И странным образом это её усердие, её ледяная, бесстрастная настойчивость, начала казаться Фаберу почти человеческой чертой. В этом кошмарном мире, где всё было абсурдом и насилием, её простой, циничный прагматизм стал чем-то понятным. В её действиях не было лжи или скрытых игр — только прямая, отвратительная в своей откровенности сделка. Он даже начал находить в этом какое-то извращённое утешение. Это был единственный контакт в его жизни, где правила были ясны, а ожидания — предельно конкретны. Его тело реагировало без участия разума, уставшего от постоянного сопротивления. А её регулярные визиты стали ещё одной деталью абсурдного быта, таким же рутинным событием, как утренняя газета или поездка в архив. Ужас не ушёл, но он притупился, растворившись в чёрной, липкой повседневности. Иногда, в моменты особенно острого отчаяния, ему даже начинало казаться, что в её безжалостной эффективности есть что-то по-своему честное. Она хотела ребёнка как билет в будущее. Он хотел забыться. Их сделка, скреплённая потом и молчанием, была самым честным договором в его жизни со времён, как он выкопал первую римскую монету в Борсуме. Всё остальное было ложью. Это — нет.
24 октября 1935 г., Берлин, угол Лейпцигерштрассе и Вильгельмштрассе.
Возвращаясь из архива, Фабер и Хельга поднялись по эскалатору со станции «Унтер-ден-Линден». Ещё в подземном вестибюле, среди привычного гула голосов и стука каблуков по кафелю, он почувствовал сгущающуюся, липкую тишину.
На выходе, в проёме между массивными дверями, стояла не полиция, а СС. Несколько человек в чёрных шинелях и стальных касках перекрыли проход, оставив лишь узкий коридор. Рядом, на переносном столике, лежали два «Erntegerät», их провода спутывались на сыром каменном полу.

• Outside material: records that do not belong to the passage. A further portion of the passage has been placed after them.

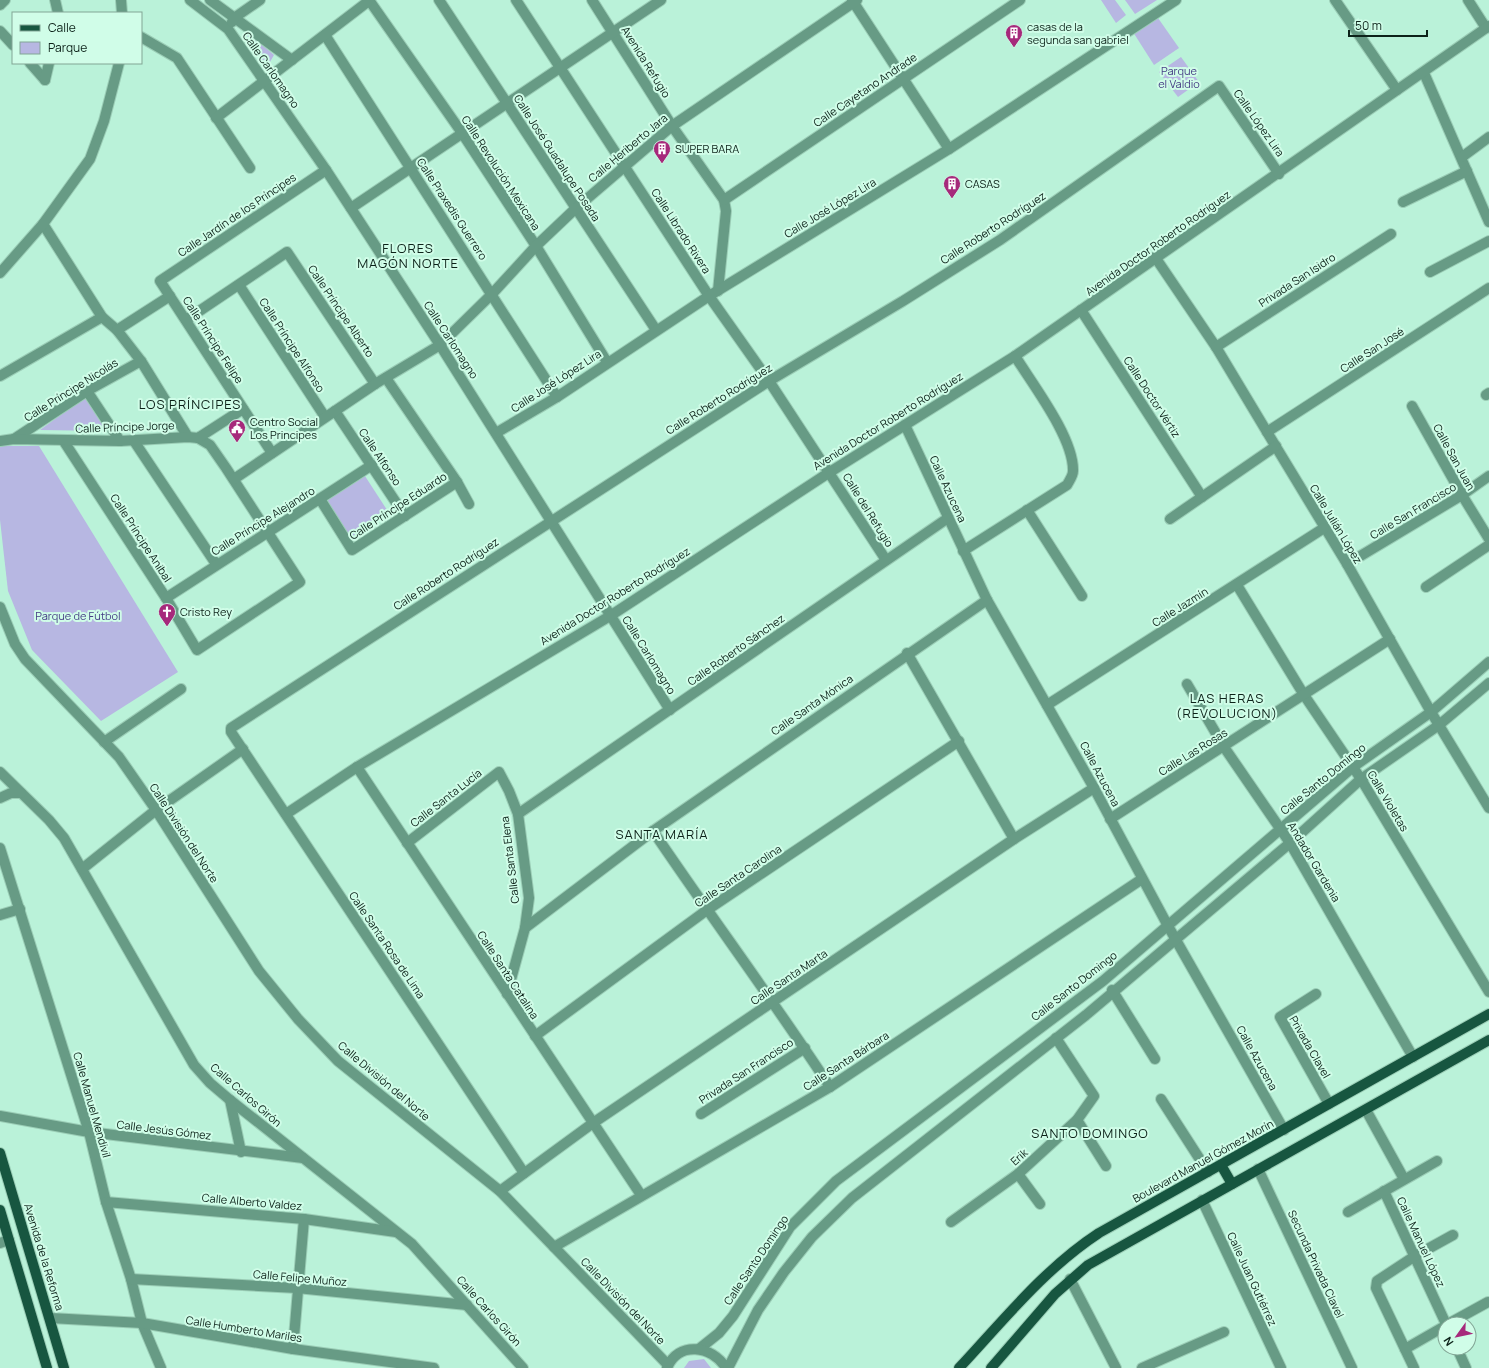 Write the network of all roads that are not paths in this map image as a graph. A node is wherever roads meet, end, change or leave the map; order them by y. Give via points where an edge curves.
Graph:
1 (5, 0) edge
2 (55, 0) edge
3 (121, 0) edge
4 (190, 0) edge
5 (210, 0) edge
6 (260, 0) edge
7 (369, 0) edge
8 (439, 0) edge
9 (516, 0) edge
10 (592, 0) edge
11 (661, 0) edge
12 (1020, 0) edge
13 (1176, 0) edge
14 (1335, 0) edge
15 (1468, 0) edge
16 (854, 1) edge
17 (0, 5) edge
18 (58, 12) edge
19 (122, 12) edge
20 (234, 18) junction
21 (1488, 27) edge
22 (228, 29) junction
23 (0, 32) edge
24 (613, 32) junction
25 (325, 35) junction
26 (142, 38) edge
27 (12, 44) edge
28 (292, 60) junction
29 (31, 64) edge
30 (49, 64) edge
31 (119, 64) edge
32 (560, 67) junction
33 (1424, 73) junction
34 (904, 78) junction
35 (265, 81) junction
36 (1219, 86) joint
37 (1397, 90) junction
38 (506, 103) junction
39 (216, 118) junction
40 (672, 126) junction
41 (462, 133) junction
42 (1489, 138) edge
43 (949, 149) junction
44 (1462, 157) junction
45 (624, 166) junction
46 (410, 167) junction
47 (250, 168) dead end
48 (326, 170) junction
49 (1467, 171) junction
50 (1279, 174) junction
51 (724, 200) junction
52 (1403, 202) dead end
53 (350, 208) junction
54 (575, 209) junction
55 (1489, 222) edge
56 (43, 224) junction
57 (1391, 234) dead end
58 (1489, 240) edge
59 (536, 246) junction
60 (1155, 257) junction
61 (1430, 272) dead end
62 (0, 273) edge
63 (160, 281) joint
64 (239, 285) junction
65 (1489, 288) edge
66 (713, 293) junction
67 (492, 294) junction
68 (170, 296) junction
69 (1081, 310) junction
70 (102, 317) junction
71 (186, 320) junction
72 (117, 330) junction
73 (656, 330) junction
74 (440, 344) junction
75 (1216, 348) junction
76 (1015, 356) junction
77 (141, 361) junction
78 (607, 362) junction
79 (0, 376) edge
80 (386, 378) junction
81 (769, 381) junction
82 (375, 384) junction
83 (87, 391) junction
84 (557, 397) junction
85 (1412, 406) dead end
86 (243, 409) junction
87 (335, 411) junction
88 (325, 418) junction
89 (905, 425) junction
90 (1267, 432) junction
91 (496, 433) junction
92 (188, 436) junction
93 (198, 438) junction
94 (14, 439) junction
95 (63, 440) junction
96 (0, 441) edge
97 (120, 441) junction
98 (134, 441) junction
99 (1276, 446) junction
100 (272, 453) junction
101 (372, 465) junction
102 (830, 472) junction
103 (1489, 476) edge
104 (234, 479) junction
105 (457, 482) junction
106 (1462, 495) junction
107 (1202, 497) junction
108 (320, 499) junction
109 (469, 504) dead end
110 (1028, 510) junction
111 (405, 516) junction
112 (948, 518) junction
113 (1170, 518) dead end
114 (552, 520) junction
115 (1324, 528) junction
116 (268, 532) junction
117 (1489, 540) edge
118 (1489, 545) edge
119 (963, 551) junction
120 (886, 560) junction
121 (216, 564) junction
122 (1347, 564) junction
123 (1237, 585) junction
124 (1426, 587) dead end
125 (1082, 596) dead end
126 (166, 598) junction
127 (987, 600) junction
128 (0, 607) edge
129 (610, 616) junction
130 (1390, 639) junction
131 (907, 653) junction
132 (1489, 662) edge
133 (1489, 683) edge
134 (1187, 684) dead end
135 (181, 689) dead end
136 (1304, 695) junction
137 (1048, 705) junction
138 (670, 710) junction
139 (1431, 712) junction
140 (1439, 725) junction
141 (231, 730) joint
142 (959, 741) junction
143 (104, 742) junction
144 (1224, 747) junction
145 (243, 749) junction
146 (356, 766) junction
147 (1353, 767) junction
148 (0, 772) edge
149 (499, 772) joint
150 (1361, 780) junction
151 (1094, 788) junction
152 (21, 793) junction
153 (0, 798) edge
154 (1489, 808) edge
155 (156, 810) junction
156 (286, 814) junction
157 (518, 814) junction
158 (1110, 819) junction
159 (1281, 829) junction
160 (653, 831) junction
161 (1014, 839) junction
162 (407, 843) junction
163 (1290, 843) junction
164 (0, 848) edge
165 (82, 869) junction
166 (1142, 879) junction
167 (20, 909) junction
168 (707, 910) junction
169 (0, 915) edge
170 (1168, 926) junction
171 (525, 928) junction
172 (1176, 939) junction
173 (1112, 990) junction
174 (1489, 992) edge
175 (507, 994) junction
176 (1316, 994) dead end
177 (774, 1002) junction
178 (1489, 1014) edge
179 (535, 1036) junction
180 (1056, 1038) junction
181 (1489, 1040) edge
182 (805, 1048) junction
183 (1413, 1057) junction
184 (1155, 1058) dead end
185 (830, 1086) junction
186 (1161, 1099) dead end
187 (230, 1100) junction
188 (1329, 1104) junction
189 (1366, 1110) junction
190 (701, 1114) dead end
191 (0, 1116) edge
192 (1077, 1120) junction
193 (594, 1123) junction
194 (1284, 1130) junction
195 (89, 1132) junction
196 (241, 1152) junction
197 (0, 1153) edge
198 (303, 1158) junction
199 (1437, 1161) dead end
200 (1221, 1165) junction
201 (1106, 1166) dead end
202 (1258, 1170) junction
203 (1208, 1172) junction
204 (524, 1173) junction
205 (1018, 1174) junction
206 (1404, 1179) junction
207 (1232, 1184) junction
208 (500, 1191) junction
209 (1384, 1191) junction
210 (641, 1195) junction
211 (1202, 1200) junction
212 (106, 1202) junction
213 (1040, 1204) dead end
214 (0, 1210) edge
215 (1348, 1212) dead end
216 (304, 1219) junction
217 (951, 1222) dead end
218 (396, 1232) junction
219 (1453, 1236) dead end
220 (4, 1241) edge
221 (554, 1248) junction
222 (1414, 1256) junction
223 (131, 1279) junction
224 (1070, 1279) junction
225 (297, 1288) junction
226 (1488, 1302) dead end
227 (467, 1305) junction
228 (1443, 1316) edge
229 (1463, 1316) edge
230 (50, 1318) junction
231 (142, 1324) junction
232 (1437, 1331) edge
233 (1224, 1332) dead end
234 (699, 1349) junction
235 (1406, 1349) junction
236 (293, 1350) junction
237 (1461, 1356) edge
238 (371, 1363) edge
239 (668, 1367) edge
240 (47, 1368) edge
241 (64, 1368) edge
242 (161, 1368) edge
243 (434, 1368) edge
244 (523, 1368) edge
245 (727, 1368) edge
246 (959, 1368) edge
247 (991, 1368) edge
248 (1116, 1368) edge
249 (1142, 1368) edge
250 (1281, 1368) edge
251 (1352, 1368) edge
252 (1414, 1368) edge
253 (1466, 1368) edge

1 - 17 street
2 - 18 street
3 - 19 street
4 - 22 street, Calle Carlomagno
5 - 20 street, Calle Carlomagno
6 - 20 street
7 - 25 street
7 - 41 street, Calle Revolución Mexicana
8 - 38 street, Calle José Guadalupe Posada
9 - 32 street, Calle Librado Rivera
10 - 24 street, Avenida Refugio
11 - 24 street
12 - 34 street, Calle Cayetano Andrade
13 - 43 street, Calle José López Lira
14 - 37 street
15 - 21 street
16 - 34 street
16 - 40 street, Calle Heriberto Jara
20 - 22 street
20 - 28 street, Calle Carlomagno
21 - 33 street, Avenida Doctor Roberto Rodríguez
22 - 35 street, Calle Carlomagno
23 - 27 street
24 - 32 street
24 - 40 street, Avenida Refugio
25 - 28 street
25 - 46 street, Calle Praxedis Guerrero
26 - 39 street via 177,58
28 - 35 street
29 - 30 street via 45,80
31 - 56 street via 104,120 90,159
32 - 38 street
32 - 45 street, Calle Librado Rivera
33 - 37 street, Avenida Doctor Roberto Rodríguez
33 - 44 street
34 - 43 street
34 - 51 street, Calle Cayetano Andrade
35 - 39 street
35 - 48 street, Calle Carlomagno
36 - 50 street, Calle López Lira
36 - 81 street, Calle Roberto Rodríguez via 1000,240
37 - 50 street, Avenida Doctor Roberto Rodríguez
38 - 41 street
38 - 54 street, Calle José Guadalupe Posada
39 - 47 street
40 - 45 street, Calle Heriberto Jara
40 - 51 street, Avenida Refugio
41 - 46 street
41 - 59 street, Calle Revolución Mexicana
42 - 44 street
43 - 66 street, Calle José López Lira
44 - 49 street
45 - 54 street, Calle Heriberto Jara
45 - 66 street, Calle Librado Rivera
46 - 53 street
46 - 67 street, Calle Praxedis Guerrero
48 - 53 street, Calle Carlomagno
48 - 63 street, Calle Jardín de los Príncipes
49 - 52 street
49 - 55 street
50 - 60 street, Avenida Doctor Roberto Rodríguez
51 - 66 street via 726,211
53 - 74 street, Calle Carlomagno
54 - 59 street, Calle Heriberto Jara
54 - 73 street, Calle José Guadalupe Posada
56 - 62 street
56 - 70 street
57 - 75 street, Privada San Isidro
58 - 61 street
59 - 67 street, Calle Heriberto Jara
59 - 78 street, Calle Revolución Mexicana
60 - 69 street, Avenida Doctor Roberto Rodríguez
60 - 75 street, Calle Julián López
63 - 68 street, Calle Príncipe Felipe
64 - 71 street
64 - 82 street, Calle Príncipe Alberto via 287,252
64 - 88 street, Calle Príncipe Alfonso
65 - 90 street, Calle San José
66 - 73 street, Calle José López Lira
66 - 81 street, Calle Librado Rivera
67 - 74 street, Calle Heriberto Jara
67 - 84 street, Calle Praxedis Guerrero
68 - 71 street, Calle Príncipe Felipe
68 - 72 street
69 - 76 street, Avenida Doctor Roberto Rodríguez
69 - 107 street, Calle Doctor Vértiz
70 - 72 street
70 - 79 street
71 - 86 street, Calle Príncipe Felipe
72 - 77 street
73 - 78 street, Calle José López Lira
74 - 80 street
74 - 91 street, Calle Carlomagno
75 - 90 street, Calle Julián López
76 - 89 street, Avenida Doctor Roberto Rodríguez
76 - 110 street via 1062,432 1071,454 1074,473 1067,485
77 - 83 street, Calle Príncipe Nicolás
77 - 92 street
78 - 84 street, Calle José López Lira
80 - 82 street
80 - 105 street
81 - 102 street, Calle Librado Rivera
81 - 114 street, Calle Roberto Rodríguez
82 - 87 street
83 - 94 street, Calle Príncipe Nicolás
83 - 97 street
84 - 91 street, Calle José López Lira
85 - 106 street, Calle San Juan
86 - 93 street
86 - 100 street, Calle Príncipe Felipe
87 - 88 street
87 - 101 street, Calle Alfonso
88 - 100 street
89 - 102 street, Avenida Doctor Roberto Rodríguez
89 - 112 street, Calle Azucena
90 - 99 street, Calle Julián López
91 - 114 street, Calle Carlomagno
92 - 93 street, Calle Príncipe Jorge
92 - 98 street, Calle Príncipe Jorge
93 - 104 street via 210,445
94 - 95 street, Calle Príncipe Jorge
94 - 96 street, Calle Príncipe Jorge
95 - 97 street, Calle Príncipe Jorge
95 - 126 street, Calle Príncipe Anibal
97 - 98 street, Calle Príncipe Jorge
98 - 121 street
99 - 107 street
99 - 115 street, Calle Julián López
100 - 104 street
101 - 108 street, Calle Príncipe Alejandro
101 - 111 street, Calle Alfonso
102 - 120 street, Calle del Refugio
102 - 129 street, Avenida Doctor Roberto Rodríguez
103 - 106 street, Calle San Francisco
104 - 116 street
105 - 109 street
105 - 111 street, Calle Príncipe Eduardo
106 - 117 street, Calle San Juan
106 - 122 street, Calle San Francisco
107 - 113 street
108 - 111 street, Calle Príncipe Eduardo via 352,550
108 - 116 street, Calle Príncipe Alejandro
110 - 119 street
110 - 125 street
112 - 119 street, Calle Azucena
112 - 120 street, Calle Roberto Sánchez
114 - 129 street, Calle Carlomagno
114 - 141 street, Calle Roberto Rodríguez
115 - 122 street, Calle Julián López
115 - 123 street, Calle Jazmín
116 - 121 street, Calle Príncipe Alejandro
116 - 126 street, Calle Príncipe Anibal via 300,582 197,650
118 - 124 street
119 - 127 street, Calle Azucena
120 - 138 street, Calle Roberto Sánchez
121 - 126 street, Calle Príncipe Alejandro
122 - 130 street, Calle Julián López
123 - 136 street, Calle Violetas
123 - 137 street, Calle Jazmín
127 - 131 street, Calle Santa Mónica
127 - 137 street, Calle Azucena
128 - 143 street, Calle División del Norte via 15,644 25,659
129 - 138 street, Calle Carlomagno
129 - 146 street, Avenida Doctor Roberto Rodríguez
130 - 136 street, Calle Las Rosas
130 - 139 street, Calle Julián López
131 - 142 street
131 - 160 street, Calle Santa Mónica
132 - 139 street, Calle Santo Domingo
133 - 140 street
134 - 144 street, Andador Gardenia
135 - 143 street
136 - 144 street, Calle Las Rosas
136 - 147 street, Calle Violetas
137 - 151 street, Calle Azucena
138 - 157 street, Calle Roberto Sánchez
139 - 140 street, Calle Julián López
139 - 147 street, Calle Santo Domingo
140 - 150 street
140 - 154 street, Calle Julián López
141 - 145 street, Calle Santa Rosa de Lima
142 - 161 street
142 - 168 street, Calle Santa Carolina
143 - 155 street, Calle División del Norte via 118,757
144 - 158 street, Calle Las Rosas
144 - 159 street, Andador Gardenia
145 - 155 street
145 - 156 street, Calle Santa Rosa de Lima
146 - 156 street, Avenida Doctor Roberto Rodríguez
146 - 162 street, Calle Santa Catalina
147 - 150 street, Calle Violetas
147 - 159 street, Calle Santo Domingo
148 - 152 street, Calle Carlos Girón
149 - 157 street, Calle Santa Elena
149 - 162 street, Calle Santa Lucía
150 - 163 street
150 - 174 street, Calle Violetas
151 - 158 street, Calle Azucena
151 - 161 street, Calle Santa Marta
152 - 153 street
152 - 165 street, Calle Carlos Girón via 50,820
155 - 165 street
155 - 208 street, Calle División del Norte via 258,971 298,1019 338,1061
156 - 204 street, Calle Santa Rosa de Lima
157 - 171 street, Calle Santa Elena via 529,898
158 - 166 street, Calle Azucena
159 - 163 street, Andador Gardenia
159 - 170 street, Calle Santo Domingo
160 - 168 street
160 - 171 street, Calle Santa Mónica
161 - 177 street, Calle Santa Marta
162 - 175 street, Calle Santa Catalina
163 - 172 street
163 - 183 street, Andador Gardenia
164 - 167 street, Calle Manuel Mendivil
165 - 187 street, Calle Carlos Girón via 194,1065
166 - 170 street, Calle Azucena
166 - 185 street, Calle Santa Bárbara
167 - 169 street
167 - 195 street, Calle Manuel Mendivil
168 - 177 street
168 - 179 street, Calle Santa Carolina
170 - 172 street, Calle Azucena
170 - 234 street, Calle Santo Domingo via 1103,981 836,1181 790,1227 733,1316 719,1333
171 - 175 street, Calle Santa Elena
172 - 173 street
172 - 194 street, Calle Azucena
173 - 180 street
173 - 184 street
175 - 179 street, Calle Santa Catalina
176 - 188 street, Privada Clavel via 1280,1017
177 - 182 street
177 - 193 street, Calle Santa Marta
178 - 183 main road, Boulevard Manuel Gómez Morín
179 - 193 street, Calle Santa Catalina
180 - 192 street, Erik via 1094,1096
180 - 245 street via 852,1198 818,1232 784,1272 758,1310
181 - 189 main road
182 - 185 street
182 - 190 street, Privada San Francisco
183 - 188 main road, Boulevard Manuel Gómez Morín
185 - 210 street, Calle Santa Bárbara
186 - 203 street
187 - 196 street
187 - 198 street, Calle Carlos Girón
188 - 194 main road, Boulevard Manuel Gómez Morín
189 - 202 main road
189 - 206 street, Calle Manuel López
191 - 195 street, Calle Jesús Gómez
192 - 201 street
192 - 205 street, Erik
193 - 204 street, Calle Santa Marta
193 - 210 street, Calle Santa Catalina
194 - 200 main road, Boulevard Manuel Gómez Morín
195 - 196 street, Calle Jesús Gómez
195 - 212 street, Calle Manuel Mendivil
196 - 198 street, Calle Jesús Gómez
197 - 230 main road, Avenida de la Reforma
198 - 218 street, Calle Carlos Girón
199 - 206 street, Calle Manuel López
200 - 203 main road, Boulevard Manuel Gómez Morín
200 - 207 main road
202 - 207 main road
202 - 251 street, Secunda Privada Clavel
203 - 246 main road, Boulevard Manuel Gómez Morín via 1099,1234 1059,1262
204 - 208 street, Calle Santa Marta
205 - 213 street
205 - 217 street, Erik
206 - 209 street, Calle Manuel López
207 - 211 main road
208 - 221 street, Calle División del Norte
209 - 215 street
209 - 222 street, Calle Manuel López
210 - 221 street, Calle Santa Bárbara
211 - 224 main road via 1107,1253
211 - 250 street, Calle Juan Gutiérrez
212 - 216 street, Calle Alberto Valdez
212 - 223 street, Calle Manuel Mendivil
214 - 220 main road
216 - 218 street, Calle Alberto Valdez
216 - 225 street
218 - 227 street, Calle Carlos Girón via 412,1244
219 - 222 street
220 - 240 main road
221 - 239 street, Calle División del Norte
222 - 228 street, Calle Manuel López
222 - 235 street via 1376,1281 1376,1288
223 - 225 street, Calle Felipe Muñoz
223 - 231 street, Calle Manuel Mendivil
224 - 247 main road
224 - 248 street
225 - 227 street, Calle Felipe Muñoz
225 - 236 street
226 - 229 street
227 - 244 street, Calle Carlos Girón
230 - 231 street, Calle Humberto Mariles
230 - 241 main road, Avenida de la Reforma
231 - 236 street, Calle Humberto Mariles
231 - 242 street, Calle Manuel Mendivil
232 - 235 street
233 - 249 street
234 - 239 street via 681,1353
234 - 245 street via 711,1352
235 - 252 street
236 - 238 street, Calle Humberto Mariles
237 - 253 street
238 - 243 street, Calle Humberto Mariles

Процедура была отработана до автоматизма. Охранник у входа бегло просматривал лица, тыча пальцем: «Вы, вы и вы — в сторону». Выбранных людей отводили к стене, облицованной жёлтой плиткой. Там второй эсэсовец, с наушниками на голове, уже водил катушкой прибора вдоль растопыренных фигур. Он не спешил. Писк прибора, тонкий и пронзительный, резал подземный воздух, заглушая даже грохот прибывающего внизу поезда.
Фабер замер на ступеньке эскалатора, который продолжал ползти вверх, унося его в толщу негостеприимного кафеля. Перед ним была чёткая, страшная картина: современная транспортная артерия города, его технологический кровоток, была пережата в ключевой точке. Система не ждала на периферии. Она встала прямо в аорте Берлина и фильтровала его жизненные соки, используя для этого прибор, рождённый из его собственного разума.
Хельга, стоявшая на ступеньку ниже, слегка тронула его локоть, заставляя двигаться.